The boundary value problem is solved whenever dictionary key ‘counter_pump_power’ is present, but it is not necessary to specify the wavelength or bandwidth of either the co- or counter-propagating pump if the power is zero. Here are a few examples of valid boundary_conditions dictionaries:

Co-pumping with full boundary value solver:

boundary_conditions = {
‘co_pump_power’: 1, ‘co_pump_wavelength’: 976e-9, ‘co_pump_bandwidth’: 1e-9, ‘counter_pump_power’: 0}

Bidirectional pumping with full boundary value solver:

boundary_conditions = {
‘co_pump_power’: 1, ‘co_pump_wavelength’: 976e-9, ‘co_pump_bandwidth’: 1e-9, ‘counter_pump_power’: 1, ‘counter_pump_wavelength’: 976e-9, ‘counter_pump_bandwidth’: 1e-9}

Counter-pumping with full boundary value solver:

boundary_conditions = {
‘co_pump_power’: 0, ‘counter_pump_power’: 1, ‘counter_pump_wavelength’: 976e-9, ‘counter_pump_bandwidth’: 1e-9}

class pyLaserPulse.catalogue_components.active_fibres.Nufern_PLMA_30_400(grid, length, seed_repetition_rate, pump_points, ASE_wl_lims, boundary_conditions, time_domain_gain=False, cladding_pumping=False, n2=2.19e-20, verbose=False)¶

step_index_active_fibre with default parameters which provide fibre properties matching those of Nufern PLMA-YDF-30/400-VIII.

Parameters:

grid (pyLaserPulse.grid.grid object)
length (float) – Fibre length.
seed_repetition_rate (float) – Repetition rate of the seed laser pulses
pump_points (int) – Number of points in the pump light grid.
ASE_wl_lims (list) – Wavelength limits of the pump and ASE grid, [min_wl, max_wl] in m.
boundary_conditions (dict) – Set the boundary conditions for resolving the evolution of the pump, signal, and ASE light in both directions through the fibre.
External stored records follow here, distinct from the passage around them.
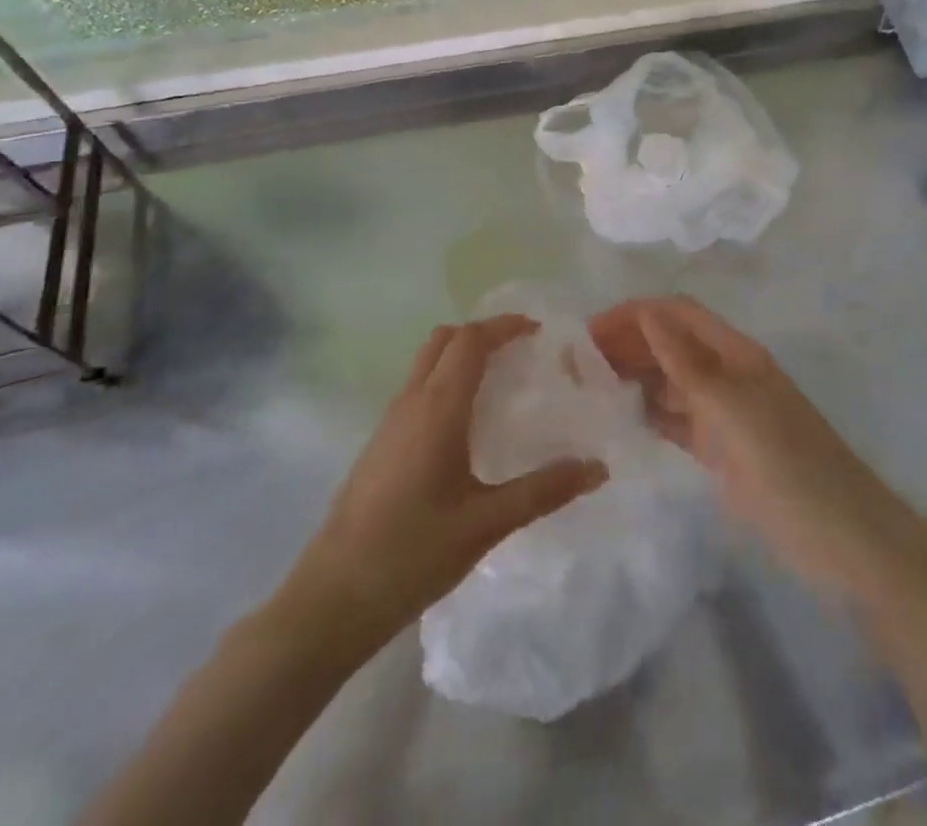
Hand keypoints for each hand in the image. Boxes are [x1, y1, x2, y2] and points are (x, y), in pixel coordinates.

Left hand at [276, 315, 607, 649]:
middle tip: (520, 351)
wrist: (328, 601)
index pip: (470, 340)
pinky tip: (466, 425)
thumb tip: (598, 468)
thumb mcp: (486, 524)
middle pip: (444, 339)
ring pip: (426, 362)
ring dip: (461, 355)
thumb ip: (543, 491)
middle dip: (483, 333)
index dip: (504, 326)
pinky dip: (445, 381)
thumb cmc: (410, 555)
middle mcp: (410, 402)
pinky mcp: (379, 444)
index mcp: (437, 408)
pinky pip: (416, 388)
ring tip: (500, 382)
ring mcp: (388, 422)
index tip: (538, 332)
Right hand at [588, 297, 926, 612]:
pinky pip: (676, 421)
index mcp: (736, 355)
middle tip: (574, 367)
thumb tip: (647, 312)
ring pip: (669, 382)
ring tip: (585, 392)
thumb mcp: (736, 412)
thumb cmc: (792, 469)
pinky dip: (648, 416)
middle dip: (626, 345)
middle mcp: (727, 375)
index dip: (634, 315)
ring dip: (632, 378)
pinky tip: (617, 424)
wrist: (845, 543)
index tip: (585, 334)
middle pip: (670, 344)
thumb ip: (689, 364)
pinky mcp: (721, 452)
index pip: (677, 314)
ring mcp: (725, 415)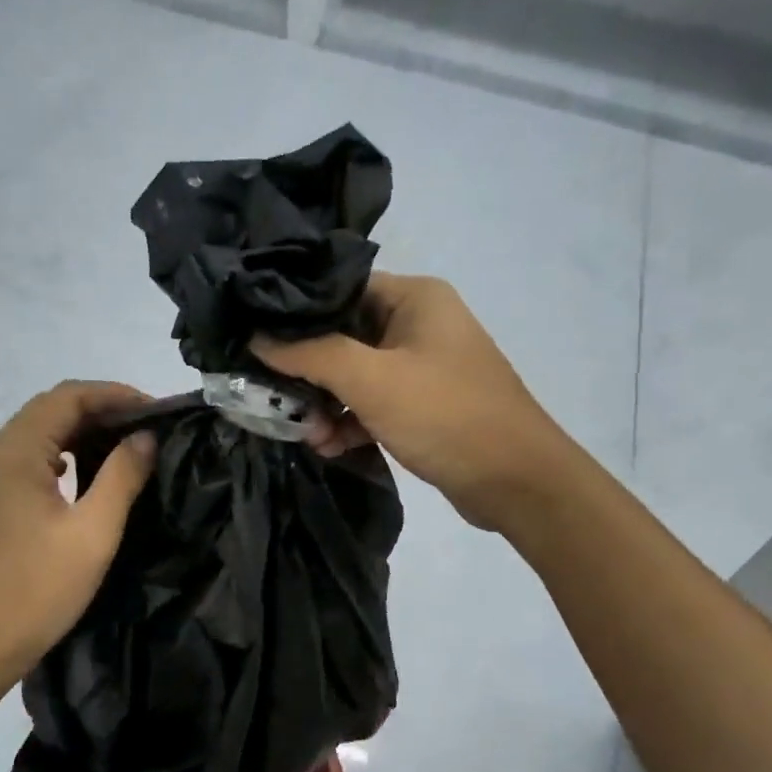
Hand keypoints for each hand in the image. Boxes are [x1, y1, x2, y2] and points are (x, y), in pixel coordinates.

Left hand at [0, 381, 156, 680]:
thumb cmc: (38, 589)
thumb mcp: (93, 532)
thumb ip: (122, 476)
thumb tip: (145, 438)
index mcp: (13, 454)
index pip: (66, 398)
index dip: (114, 395)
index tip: (155, 410)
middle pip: (47, 411)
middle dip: (99, 410)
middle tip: (145, 428)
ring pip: (35, 437)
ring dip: (79, 433)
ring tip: (123, 447)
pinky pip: (25, 463)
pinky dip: (60, 457)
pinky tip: (85, 475)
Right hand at [252, 272, 560, 530]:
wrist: (516, 482)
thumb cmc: (445, 415)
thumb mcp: (371, 380)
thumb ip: (311, 354)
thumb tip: (257, 337)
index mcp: (415, 297)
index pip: (339, 288)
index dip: (296, 314)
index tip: (256, 338)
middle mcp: (419, 323)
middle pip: (343, 335)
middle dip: (309, 372)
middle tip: (276, 399)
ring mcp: (422, 366)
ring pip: (354, 375)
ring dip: (326, 405)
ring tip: (308, 435)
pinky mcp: (423, 405)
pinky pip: (373, 404)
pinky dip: (350, 422)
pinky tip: (329, 446)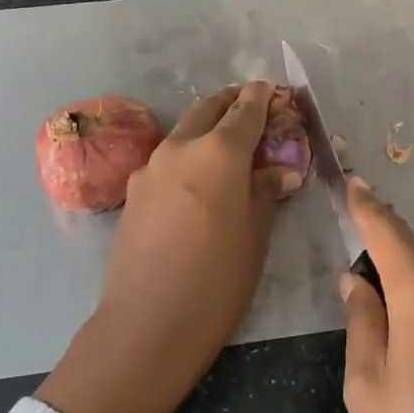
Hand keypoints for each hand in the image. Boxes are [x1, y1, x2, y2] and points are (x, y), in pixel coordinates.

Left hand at [37, 83, 298, 412]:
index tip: (272, 90)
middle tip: (250, 106)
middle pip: (208, 109)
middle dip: (231, 103)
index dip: (262, 98)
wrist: (147, 322)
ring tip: (227, 146)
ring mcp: (150, 167)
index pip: (245, 111)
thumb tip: (279, 169)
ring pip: (184, 132)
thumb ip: (265, 191)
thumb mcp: (256, 235)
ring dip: (206, 128)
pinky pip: (167, 160)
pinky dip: (187, 156)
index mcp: (218, 152)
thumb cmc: (218, 280)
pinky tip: (196, 182)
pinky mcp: (133, 190)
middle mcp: (180, 147)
The type of simulation – i.e., single-pass or full boundary value solver – is determined by this dictionary. See pyLaserPulse.base_components.step_index_active_fibre
time_domain_gain (Boolean) – Time domain gain included if True.
cladding_pumping (bool) – Pump light is propagated in the cladding if true.
n2 (float) – Nonlinear index in m^2 / W. Default value is 2.19e-20 m^2/W, which is the value for fused silica around 1060 nm.
verbose (bool) – Print information to terminal if True

Notes

This fibre can be used for cladding or core pumping.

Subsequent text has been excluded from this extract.